The major discussion of this event surrounded the notion of cyberstalking, how it affects victims, and how to combat this increasingly prevalent crime. My talk covered the research we are currently undertaking on the DOOM project, and how networks of abusive individuals can form online, potentially leading to escalation. Other speakers at the event included:
- Nadine Dorries MP, Conservative MP for Mid Bedfordshire, and a cyberstalking target
- Betsy De Thierry, Founder Director of the Trauma Recovery Centre, and a cyberstalking target
- Laura Richards, CEO of Paladin, the National Stalking Advocacy Service
- Steve Slater, Computer Forensics Manager, Devon & Cornwall Police
- Alison Morgan, Barrister at 6KBW
Several points clearly emerged from this event, including the fact that there is much work to be done around stalking and harassment, that victims need to be taken much more seriously, that the correct legislation needs to be applied when prosecuting, and the recognition that online stalking can be just as damaging – if not more so in some cases – as physical, offline stalking.

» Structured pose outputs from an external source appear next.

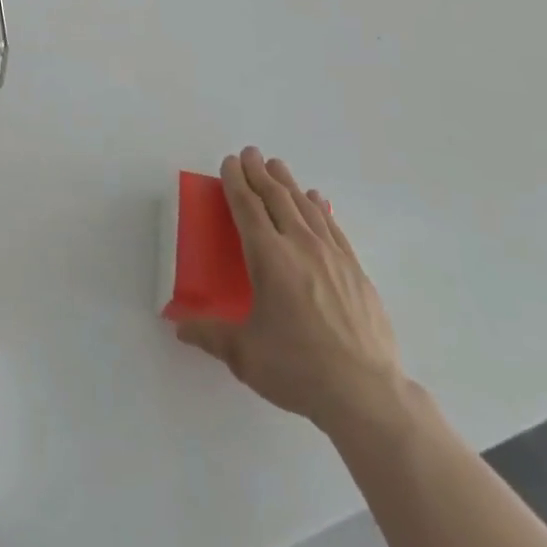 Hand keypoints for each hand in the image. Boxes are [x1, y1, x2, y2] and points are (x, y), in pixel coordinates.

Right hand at [176, 148, 408, 441]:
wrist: (366, 393)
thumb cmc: (298, 368)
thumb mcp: (245, 354)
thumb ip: (210, 335)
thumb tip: (179, 327)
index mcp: (269, 258)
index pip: (247, 207)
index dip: (236, 182)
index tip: (230, 162)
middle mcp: (299, 245)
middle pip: (276, 198)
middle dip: (259, 173)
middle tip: (250, 153)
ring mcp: (332, 256)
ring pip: (305, 206)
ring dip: (288, 183)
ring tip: (277, 166)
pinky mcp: (355, 270)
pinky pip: (332, 226)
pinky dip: (319, 208)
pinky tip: (316, 200) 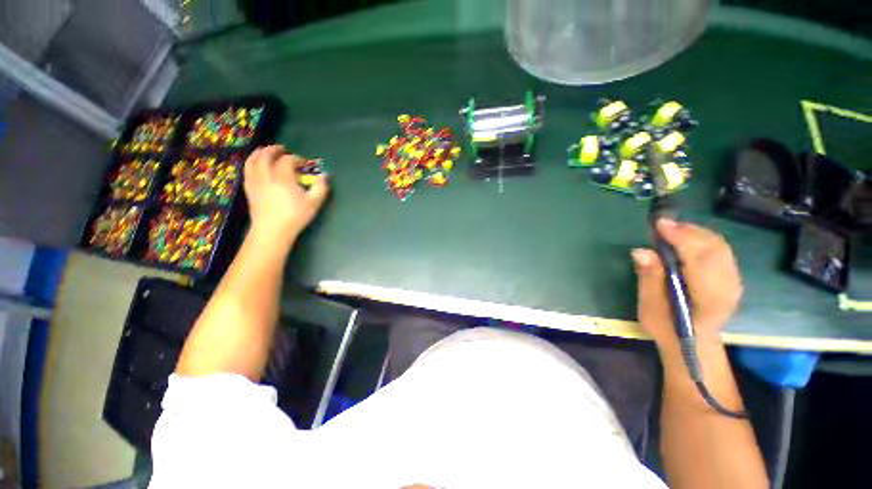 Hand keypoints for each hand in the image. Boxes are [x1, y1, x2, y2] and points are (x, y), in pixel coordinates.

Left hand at [243, 145, 328, 240]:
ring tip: (265, 151)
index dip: (296, 158)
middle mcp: (266, 176)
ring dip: (259, 153)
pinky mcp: (249, 189)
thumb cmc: (295, 216)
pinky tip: (255, 166)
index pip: (288, 160)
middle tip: (282, 149)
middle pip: (266, 156)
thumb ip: (320, 187)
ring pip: (252, 161)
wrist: (272, 231)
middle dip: (274, 150)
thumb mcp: (313, 203)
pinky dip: (251, 163)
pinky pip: (247, 170)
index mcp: (283, 178)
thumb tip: (325, 175)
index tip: (304, 163)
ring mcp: (255, 182)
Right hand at [632, 219, 742, 349]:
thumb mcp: (650, 306)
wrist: (692, 345)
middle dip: (688, 231)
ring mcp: (734, 282)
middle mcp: (728, 286)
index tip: (659, 224)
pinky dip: (703, 239)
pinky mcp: (732, 278)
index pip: (699, 258)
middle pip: (714, 248)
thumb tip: (641, 251)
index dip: (680, 238)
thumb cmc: (666, 328)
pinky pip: (721, 250)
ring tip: (671, 230)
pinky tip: (685, 240)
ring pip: (719, 246)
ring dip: (695, 233)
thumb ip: (649, 278)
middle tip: (662, 225)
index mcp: (708, 297) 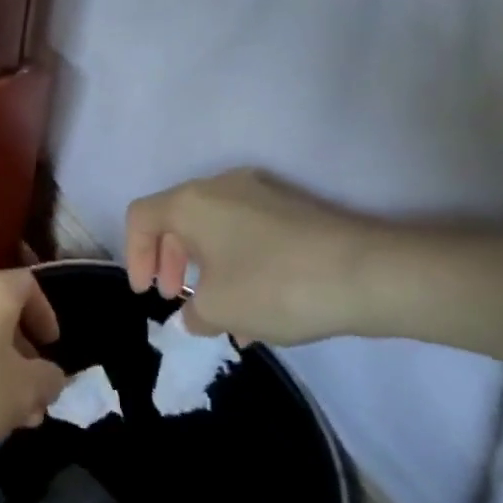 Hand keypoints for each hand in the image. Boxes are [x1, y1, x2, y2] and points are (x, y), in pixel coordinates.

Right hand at [126, 168, 386, 344]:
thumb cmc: (274, 285)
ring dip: (206, 268)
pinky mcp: (293, 210)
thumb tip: (194, 315)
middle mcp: (221, 187)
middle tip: (175, 298)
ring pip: (215, 229)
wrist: (368, 273)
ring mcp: (261, 194)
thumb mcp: (219, 310)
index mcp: (191, 202)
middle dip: (170, 262)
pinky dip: (238, 265)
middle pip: (177, 220)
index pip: (141, 217)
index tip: (147, 293)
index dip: (134, 255)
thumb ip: (193, 314)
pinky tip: (257, 312)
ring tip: (219, 315)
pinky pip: (248, 234) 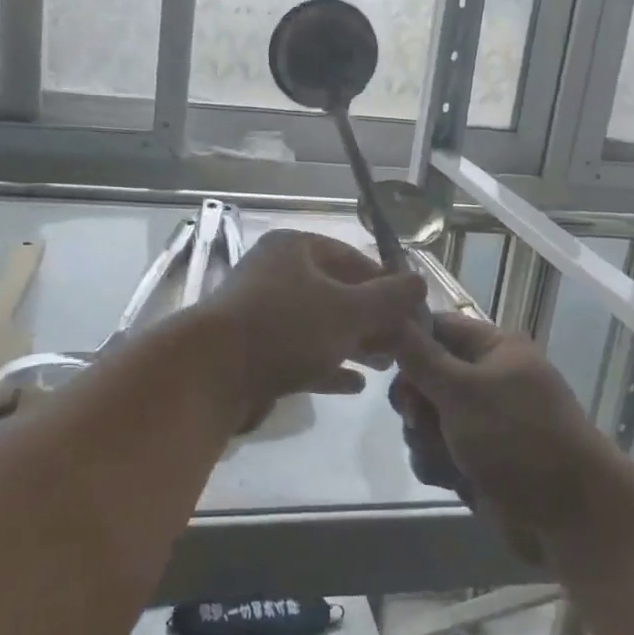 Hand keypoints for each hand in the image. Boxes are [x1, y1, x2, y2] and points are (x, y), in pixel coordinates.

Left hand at [197, 230, 424, 432]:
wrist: (213, 373)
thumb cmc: (288, 327)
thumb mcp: (349, 309)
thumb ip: (389, 297)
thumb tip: (420, 282)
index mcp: (294, 249)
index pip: (351, 257)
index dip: (385, 283)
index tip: (411, 311)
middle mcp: (276, 274)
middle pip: (335, 292)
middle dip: (372, 319)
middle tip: (402, 344)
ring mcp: (261, 313)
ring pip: (319, 325)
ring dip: (354, 344)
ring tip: (385, 366)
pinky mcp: (254, 350)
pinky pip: (300, 353)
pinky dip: (327, 365)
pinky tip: (354, 385)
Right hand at [391, 314, 604, 539]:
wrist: (570, 516)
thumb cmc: (517, 438)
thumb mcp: (461, 390)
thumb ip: (419, 356)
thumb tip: (389, 317)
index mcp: (494, 349)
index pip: (437, 327)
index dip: (406, 340)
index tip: (379, 359)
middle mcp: (487, 379)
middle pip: (424, 375)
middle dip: (415, 400)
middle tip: (417, 417)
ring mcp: (483, 421)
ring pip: (426, 417)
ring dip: (423, 437)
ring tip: (443, 456)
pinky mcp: (478, 458)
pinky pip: (438, 450)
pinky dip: (437, 463)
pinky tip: (450, 479) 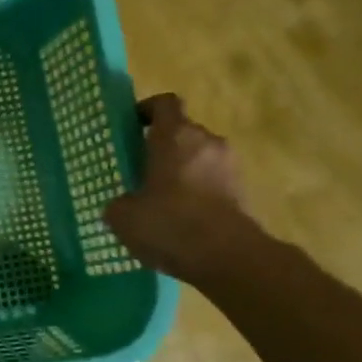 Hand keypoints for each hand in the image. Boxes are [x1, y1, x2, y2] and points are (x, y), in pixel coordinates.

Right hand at [104, 94, 267, 285]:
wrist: (229, 258)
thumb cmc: (170, 224)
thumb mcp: (123, 216)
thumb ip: (119, 202)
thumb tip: (124, 204)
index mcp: (175, 136)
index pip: (164, 103)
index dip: (146, 110)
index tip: (131, 127)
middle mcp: (207, 142)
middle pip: (182, 132)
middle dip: (162, 147)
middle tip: (139, 170)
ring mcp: (229, 166)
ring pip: (198, 158)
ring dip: (180, 172)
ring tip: (159, 199)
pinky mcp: (242, 192)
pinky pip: (212, 183)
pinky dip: (196, 193)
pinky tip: (179, 219) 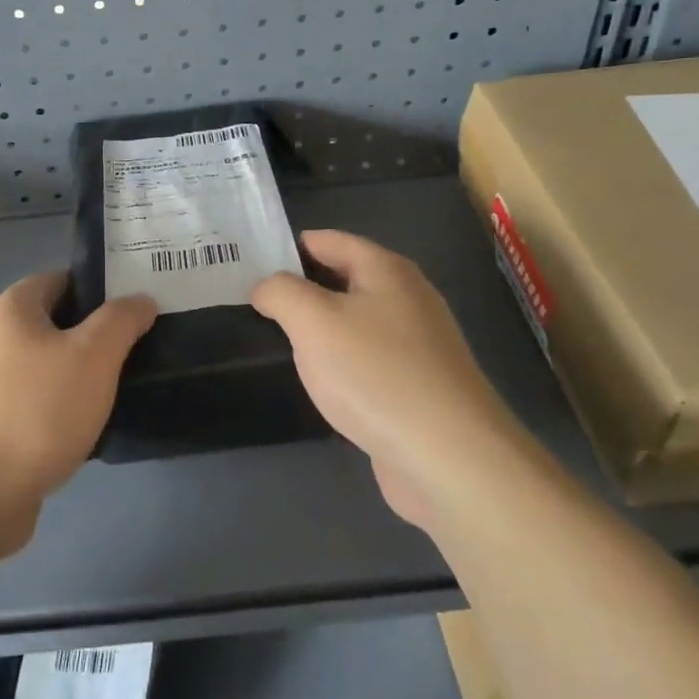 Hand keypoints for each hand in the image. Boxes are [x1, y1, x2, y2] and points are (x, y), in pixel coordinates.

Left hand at [0, 272, 156, 555]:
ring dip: (76, 378)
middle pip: (52, 324)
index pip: (61, 280)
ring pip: (42, 368)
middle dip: (92, 337)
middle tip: (134, 353)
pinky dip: (56, 412)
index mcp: (11, 309)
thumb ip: (121, 321)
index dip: (101, 290)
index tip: (136, 312)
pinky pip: (30, 405)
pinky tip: (82, 433)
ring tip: (115, 395)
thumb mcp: (93, 356)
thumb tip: (140, 299)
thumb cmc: (36, 412)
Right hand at [252, 231, 512, 527]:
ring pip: (355, 321)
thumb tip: (266, 287)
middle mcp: (408, 297)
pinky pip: (368, 358)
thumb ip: (280, 292)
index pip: (327, 240)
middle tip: (253, 306)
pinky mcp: (419, 384)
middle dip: (300, 289)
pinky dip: (341, 362)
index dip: (286, 250)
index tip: (248, 269)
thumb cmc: (375, 374)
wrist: (451, 458)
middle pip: (342, 278)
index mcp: (386, 269)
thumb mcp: (312, 321)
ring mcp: (418, 343)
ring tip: (278, 343)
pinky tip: (321, 382)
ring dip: (319, 329) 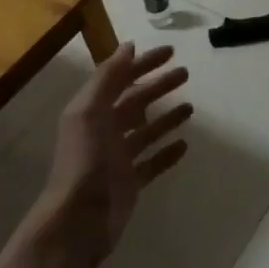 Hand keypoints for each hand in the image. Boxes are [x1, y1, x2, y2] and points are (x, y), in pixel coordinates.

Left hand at [14, 43, 192, 267]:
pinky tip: (185, 145)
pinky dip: (167, 152)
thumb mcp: (89, 111)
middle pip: (136, 102)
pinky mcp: (130, 182)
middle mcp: (104, 130)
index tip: (171, 52)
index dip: (144, 64)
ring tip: (191, 107)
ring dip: (166, 117)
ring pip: (146, 131)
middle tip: (185, 73)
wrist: (78, 220)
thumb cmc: (84, 161)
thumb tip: (129, 47)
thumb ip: (108, 78)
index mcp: (92, 111)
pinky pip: (153, 162)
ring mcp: (118, 158)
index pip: (121, 79)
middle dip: (159, 86) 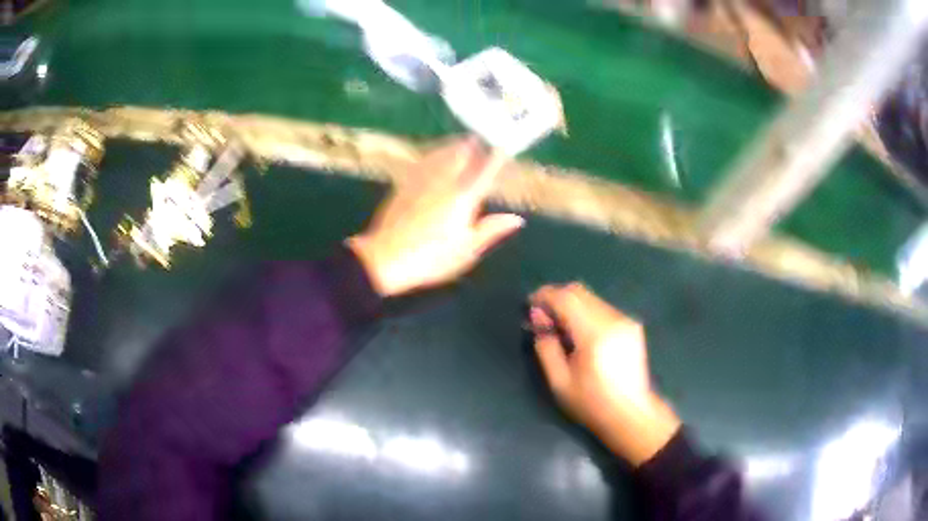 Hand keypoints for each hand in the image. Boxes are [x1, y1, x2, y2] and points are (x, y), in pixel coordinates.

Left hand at [348, 138, 523, 296]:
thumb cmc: (431, 259)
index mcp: (463, 198)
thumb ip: (491, 230)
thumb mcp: (467, 250)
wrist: (386, 258)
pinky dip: (434, 153)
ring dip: (454, 145)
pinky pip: (423, 161)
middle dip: (473, 145)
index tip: (505, 147)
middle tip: (482, 138)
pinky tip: (434, 154)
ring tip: (462, 139)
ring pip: (441, 153)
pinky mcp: (404, 185)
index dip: (497, 157)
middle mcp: (444, 182)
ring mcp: (422, 181)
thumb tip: (517, 219)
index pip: (485, 170)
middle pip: (461, 154)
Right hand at [529, 283, 680, 466]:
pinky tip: (579, 334)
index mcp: (595, 334)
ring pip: (590, 297)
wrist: (631, 414)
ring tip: (559, 328)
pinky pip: (601, 307)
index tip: (529, 306)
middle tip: (542, 319)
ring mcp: (625, 320)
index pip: (566, 298)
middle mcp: (613, 319)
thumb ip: (546, 346)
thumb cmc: (592, 404)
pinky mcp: (631, 325)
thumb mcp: (559, 382)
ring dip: (570, 305)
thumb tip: (538, 318)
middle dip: (556, 298)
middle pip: (579, 291)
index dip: (544, 296)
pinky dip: (584, 312) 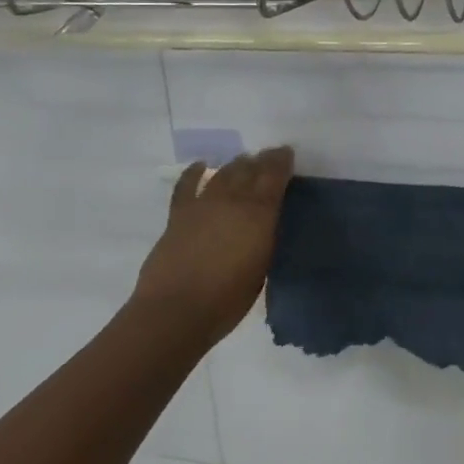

On 17th October 2013 I spent the afternoon at the House of Lords, giving a keynote for the British Federation of Women Graduates (BFWG). Founded in 1907, BFWG has been providing scholarships for women in their final year of degree study since 1912, and it regularly makes awards from its charity to women graduates undertaking postgraduate study and research. BFWG is committed to promoting women’s opportunities in education and public life; fostering local, national, and international friendships; and improving the lives of women and girls worldwide. As such, it was a great honour to be asked by this wonderful organisation to give a keynote at their annual House of Lords seminar, sponsored by Baroness Randerson of Roath Park. Each year the seminar has a theme, and this year’s was, “A woman’s right to know”. The three invited speakers were:
Dr Shuruq Naguib (Lancaster University): “Muslim women: Gender and religious authority”. This talk discussed how women are represented in the Qu’ran and in Islamic thought throughout history.
Sian West (University of Kent): “Restorative justice: Does it work?” This talk considered the benefits of restorative justice and the role of women as victims or perpetrators in the social context in which they find themselves.
Dr Claire Hardaker (Lancaster University): “Meaning and meanness: Disconnecting the online threat from the offline reality”. In this talk, I covered four major areas: (1) What does the term trolling mean? (2) What motivations seem to prompt individuals to troll? (3) How is trolling carried out? And (4) How do those who troll “rationalise” their behaviour? (The slides for this talk can be accessed here.)
My many thanks to BFWG President Jenny Morley, to Vice-President Gabrielle Suff, to The Baroness Randerson, and to all the guests and attendees who made my visit especially warm, friendly, and hospitable. (Pictures of the seminar and lunch can be found here.)